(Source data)
---

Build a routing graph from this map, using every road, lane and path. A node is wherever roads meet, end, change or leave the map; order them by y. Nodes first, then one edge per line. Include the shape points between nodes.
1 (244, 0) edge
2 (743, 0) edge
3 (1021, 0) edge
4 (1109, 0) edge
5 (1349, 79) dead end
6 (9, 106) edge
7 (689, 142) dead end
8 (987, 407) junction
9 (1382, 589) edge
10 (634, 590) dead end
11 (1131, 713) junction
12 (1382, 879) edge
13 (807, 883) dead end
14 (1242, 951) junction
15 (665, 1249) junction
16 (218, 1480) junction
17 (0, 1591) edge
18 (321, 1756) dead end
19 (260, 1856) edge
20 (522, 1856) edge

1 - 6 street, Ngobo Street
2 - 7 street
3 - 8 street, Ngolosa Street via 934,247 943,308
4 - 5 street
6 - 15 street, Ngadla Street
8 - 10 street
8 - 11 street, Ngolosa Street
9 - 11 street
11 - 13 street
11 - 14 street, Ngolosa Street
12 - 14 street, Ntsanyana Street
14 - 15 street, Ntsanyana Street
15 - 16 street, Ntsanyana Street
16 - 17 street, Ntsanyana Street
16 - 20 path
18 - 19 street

---

▶ **Prompt**
Give back every entry exactly.

▶ **Solution**
Build a routing graph from this map, using every road, lane and path. A node is wherever roads meet, end, change or leave the map; order them by y. Nodes first, then one edge per line. Include the shape points between nodes.
1 (244, 0) edge
2 (743, 0) edge
3 (1021, 0) edge
4 (1109, 0) edge
5 (1349, 79) dead end
6 (9, 106) edge
7 (689, 142) dead end
8 (987, 407) junction
9 (1382, 589) edge
10 (634, 590) dead end
11 (1131, 713) junction
12 (1382, 879) edge
13 (807, 883) dead end
14 (1242, 951) junction
15 (665, 1249) junction
16 (218, 1480) junction
17 (0, 1591) edge
18 (321, 1756) dead end
19 (260, 1856) edge
20 (522, 1856) edge

1 - 6 street, Ngobo Street
2 - 7 street
3 - 8 street, Ngolosa Street via 934,247 943,308
4 - 5 street
6 - 15 street, Ngadla Street
8 - 10 street
8 - 11 street, Ngolosa Street
9 - 11 street
11 - 13 street
11 - 14 street, Ngolosa Street
12 - 14 street, Ntsanyana Street
14 - 15 street, Ntsanyana Street
15 - 16 street, Ntsanyana Street
16 - 17 street, Ntsanyana Street
16 - 20 path
18 - 19 street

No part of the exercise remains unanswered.